El profesor y los demás miembros de la clase permanecían impertérritos, inmóviles, como estatuas de sal. "¿Qué es eso de la educación cívica y medioambiental? Mi abuelo me hablaba de filósofos, poetas, hombres de letras, pensadores, héroes, líderes, ¡¡¡no sabemos nada!!! Sólo aprendemos lo que sirve a sus propósitos. ¡¡¡Nos quieren como muertos andantes!!!" Cuando terminó el arrebato, los ojos de los alumnos se volvieron al unísono hacia el profesor, quien, sin pestañear, se acercó a un pequeño interfono, colocado a ambos lados de la enorme pizarra. Unos segundos después de murmurar palabras ininteligibles, dos psiquiatras del "departamento de escucha y reeducación", enmascarados y vestidos con largas batas blancas, aparecieron en la sala, ahora fantasmal y desprovista de todo ruido.

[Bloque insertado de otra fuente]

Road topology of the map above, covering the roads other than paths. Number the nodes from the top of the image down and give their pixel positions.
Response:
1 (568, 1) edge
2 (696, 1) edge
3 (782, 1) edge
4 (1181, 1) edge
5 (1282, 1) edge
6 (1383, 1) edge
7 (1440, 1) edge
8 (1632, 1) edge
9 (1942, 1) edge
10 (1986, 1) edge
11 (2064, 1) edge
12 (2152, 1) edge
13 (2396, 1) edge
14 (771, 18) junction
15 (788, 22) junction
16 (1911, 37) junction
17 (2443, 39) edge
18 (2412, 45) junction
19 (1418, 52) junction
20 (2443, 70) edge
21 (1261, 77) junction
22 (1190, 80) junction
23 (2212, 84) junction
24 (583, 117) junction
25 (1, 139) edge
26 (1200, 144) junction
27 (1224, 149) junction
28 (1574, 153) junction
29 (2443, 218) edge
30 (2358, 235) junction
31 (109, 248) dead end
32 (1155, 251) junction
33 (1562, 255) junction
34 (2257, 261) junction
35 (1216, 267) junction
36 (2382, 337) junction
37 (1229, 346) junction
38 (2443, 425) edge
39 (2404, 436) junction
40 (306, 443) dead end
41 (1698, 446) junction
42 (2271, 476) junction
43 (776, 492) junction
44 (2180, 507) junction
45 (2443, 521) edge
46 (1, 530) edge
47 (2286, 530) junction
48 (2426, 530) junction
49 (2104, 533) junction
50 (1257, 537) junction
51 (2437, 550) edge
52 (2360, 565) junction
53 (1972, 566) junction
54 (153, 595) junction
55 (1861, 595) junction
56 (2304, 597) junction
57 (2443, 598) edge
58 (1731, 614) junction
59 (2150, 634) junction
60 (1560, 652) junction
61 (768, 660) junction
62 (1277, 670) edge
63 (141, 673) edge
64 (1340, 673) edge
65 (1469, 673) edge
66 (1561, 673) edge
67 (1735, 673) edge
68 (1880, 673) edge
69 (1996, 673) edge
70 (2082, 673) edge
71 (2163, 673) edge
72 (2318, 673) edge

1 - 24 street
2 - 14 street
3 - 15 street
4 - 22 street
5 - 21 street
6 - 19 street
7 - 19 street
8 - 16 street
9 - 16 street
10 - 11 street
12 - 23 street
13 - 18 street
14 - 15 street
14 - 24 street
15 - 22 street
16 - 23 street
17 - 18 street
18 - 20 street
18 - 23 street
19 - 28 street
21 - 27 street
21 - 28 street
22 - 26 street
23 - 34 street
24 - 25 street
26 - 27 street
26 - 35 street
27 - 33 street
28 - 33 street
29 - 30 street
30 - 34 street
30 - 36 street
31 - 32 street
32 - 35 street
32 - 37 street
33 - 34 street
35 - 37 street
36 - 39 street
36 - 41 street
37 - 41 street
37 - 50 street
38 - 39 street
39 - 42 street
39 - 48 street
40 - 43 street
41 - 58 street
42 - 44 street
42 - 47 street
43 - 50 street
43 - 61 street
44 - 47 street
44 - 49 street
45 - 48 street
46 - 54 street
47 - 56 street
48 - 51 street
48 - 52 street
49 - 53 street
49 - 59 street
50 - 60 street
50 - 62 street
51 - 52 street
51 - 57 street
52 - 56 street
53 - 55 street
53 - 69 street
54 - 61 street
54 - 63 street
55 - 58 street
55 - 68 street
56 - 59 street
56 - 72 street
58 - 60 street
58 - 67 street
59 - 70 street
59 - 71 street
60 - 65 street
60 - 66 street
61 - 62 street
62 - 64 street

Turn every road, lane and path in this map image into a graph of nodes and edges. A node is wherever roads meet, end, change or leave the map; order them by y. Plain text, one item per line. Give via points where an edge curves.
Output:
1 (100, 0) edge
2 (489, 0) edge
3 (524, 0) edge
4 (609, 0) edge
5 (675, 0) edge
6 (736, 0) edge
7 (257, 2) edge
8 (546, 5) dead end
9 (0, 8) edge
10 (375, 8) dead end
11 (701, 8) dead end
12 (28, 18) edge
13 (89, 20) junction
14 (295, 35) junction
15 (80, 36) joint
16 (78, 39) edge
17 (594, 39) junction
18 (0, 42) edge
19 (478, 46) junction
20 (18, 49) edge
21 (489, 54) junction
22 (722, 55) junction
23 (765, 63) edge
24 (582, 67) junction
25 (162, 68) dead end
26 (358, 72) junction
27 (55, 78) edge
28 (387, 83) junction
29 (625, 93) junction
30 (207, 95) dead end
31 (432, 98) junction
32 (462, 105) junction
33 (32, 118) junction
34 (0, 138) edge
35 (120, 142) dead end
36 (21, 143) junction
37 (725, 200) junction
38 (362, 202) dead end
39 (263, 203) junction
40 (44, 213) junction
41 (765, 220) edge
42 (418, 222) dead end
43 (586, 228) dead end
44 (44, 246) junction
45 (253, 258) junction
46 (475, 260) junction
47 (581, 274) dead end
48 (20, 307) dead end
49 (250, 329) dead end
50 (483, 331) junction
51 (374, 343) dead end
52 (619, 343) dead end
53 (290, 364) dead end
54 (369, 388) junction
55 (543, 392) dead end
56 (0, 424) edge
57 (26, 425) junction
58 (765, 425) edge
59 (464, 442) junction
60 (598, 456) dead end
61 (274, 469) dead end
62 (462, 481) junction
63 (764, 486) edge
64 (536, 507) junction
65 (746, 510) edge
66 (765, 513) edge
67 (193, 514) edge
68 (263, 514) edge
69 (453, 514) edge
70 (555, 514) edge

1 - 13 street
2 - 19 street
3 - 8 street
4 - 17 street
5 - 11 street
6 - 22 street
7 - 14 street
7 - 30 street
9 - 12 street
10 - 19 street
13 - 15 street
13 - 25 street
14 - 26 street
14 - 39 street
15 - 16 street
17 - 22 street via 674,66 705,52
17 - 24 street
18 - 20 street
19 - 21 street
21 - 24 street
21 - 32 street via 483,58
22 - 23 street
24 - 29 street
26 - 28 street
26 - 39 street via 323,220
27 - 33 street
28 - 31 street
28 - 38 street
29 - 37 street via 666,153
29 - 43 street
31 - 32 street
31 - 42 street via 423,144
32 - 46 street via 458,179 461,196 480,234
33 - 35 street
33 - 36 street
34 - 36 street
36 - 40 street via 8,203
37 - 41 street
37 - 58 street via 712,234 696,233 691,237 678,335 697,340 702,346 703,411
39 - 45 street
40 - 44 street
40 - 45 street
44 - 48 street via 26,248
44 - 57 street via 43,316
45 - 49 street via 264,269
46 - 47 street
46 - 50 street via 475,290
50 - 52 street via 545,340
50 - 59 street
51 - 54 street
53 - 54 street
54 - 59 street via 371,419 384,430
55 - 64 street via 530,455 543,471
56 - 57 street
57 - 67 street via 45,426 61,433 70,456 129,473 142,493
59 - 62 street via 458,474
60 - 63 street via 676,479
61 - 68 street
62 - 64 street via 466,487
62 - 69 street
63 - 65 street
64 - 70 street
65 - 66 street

Ahora sólo se oían los suspiros del chico, ya sin fuerzas, como si acabara de volver de una carrera de velocidad. El hombre calvo y delgado señaló al culpable, apuntando con el índice de su mano derecha al rebelde. Los dos hombres, sin demora, agarraron por los brazos al chico, que no ofreció resistencia. Conocía bien su destino. No tenía sentido luchar, estaba orgulloso de sí mismo, había dado ejemplo, había hecho lo que había que hacer.

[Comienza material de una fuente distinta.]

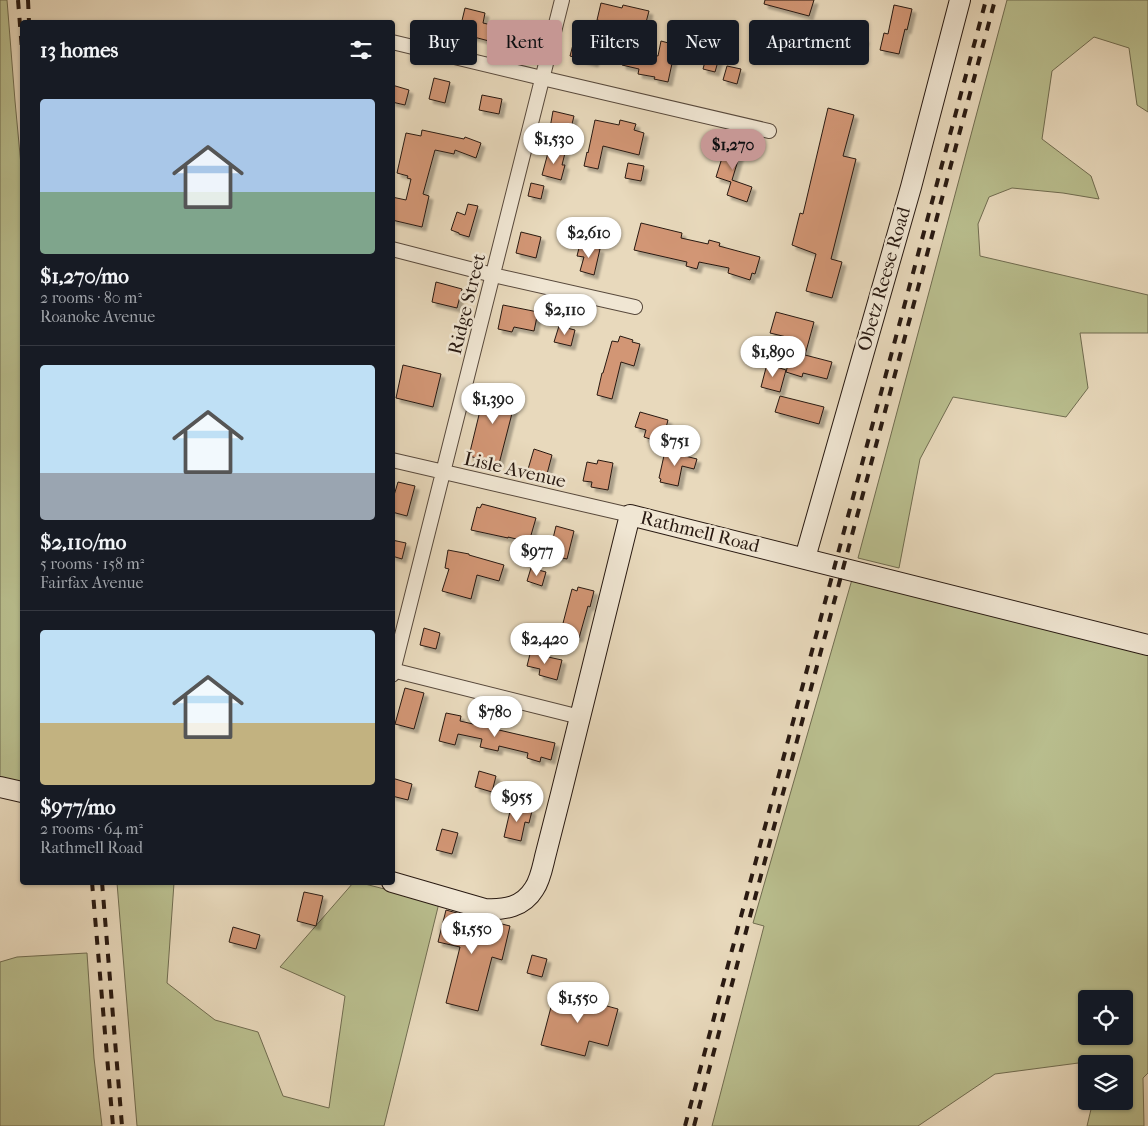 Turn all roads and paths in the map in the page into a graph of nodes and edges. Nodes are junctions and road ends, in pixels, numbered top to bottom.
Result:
1 (562, 0) edge
2 (960, 0) edge
3 (395, 43) edge
4 (542, 78) junction
5 (769, 131) dead end
6 (395, 250) edge
7 (493, 275) junction
8 (635, 307) dead end
9 (395, 461) edge
10 (444, 473) junction
11 (630, 514) junction
12 (805, 558) junction
13 (1148, 645) edge
14 (395, 664) edge
15 (395, 672) edge
16 (580, 717) junction
17 (0, 787) edge
18 (20, 792) edge
19 (395, 883) edge

1 - 4 street, Ridge Street
2 - 12 street, Obetz Reese Road
3 - 4 street
4 - 5 street
4 - 7 street, Ridge Street
6 - 7 street
7 - 8 street
7 - 10 street, Ridge Street
9 - 10 street, Lisle Avenue
10 - 11 street, Lisle Avenue
10 - 14 street, Ridge Street
11 - 12 street, Rathmell Road
11 - 16 street, Rathmell Road
12 - 13 street, Rathmell Road
15 - 16 street
16 - 19 street, Rathmell Road
17 - 18 street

Detenido y sacado del aula, lanzó una mirada de admonición al resto de la clase, mientras una pequeña sonrisa, impregnada de felicidad y orgullo, afloraba en sus regordetes labios, frunciendo ligeramente el ceño bajo su espesa melena oscura.
"Vuestro compañero, chicos, pronto volverá con nosotros, regenerado tras su semana de rehabilitación. Que os sirva de advertencia lo que le ha ocurrido, para que ninguno de vosotros se atreva a seguir sus nefastos pasos. No os gustaría acabar como él, ¿verdad?".
Tras las perentorias palabras del profesor, una extraña calma cayó, como un negro sudario, sobre la silenciosa aula. Los estudiantes, asintiendo con los ojos muy abiertos, esperaban instrucciones sobre qué hacer, como soldados desorientados sorprendidos por una emboscada enemiga. "Ahora repite conmigo...", reanudó el profesor, con calma, como si no hubiera pasado nada, "reciclaje, ecosostenibilidad, respeto de las normas y ciencia, estos son los puntos clave".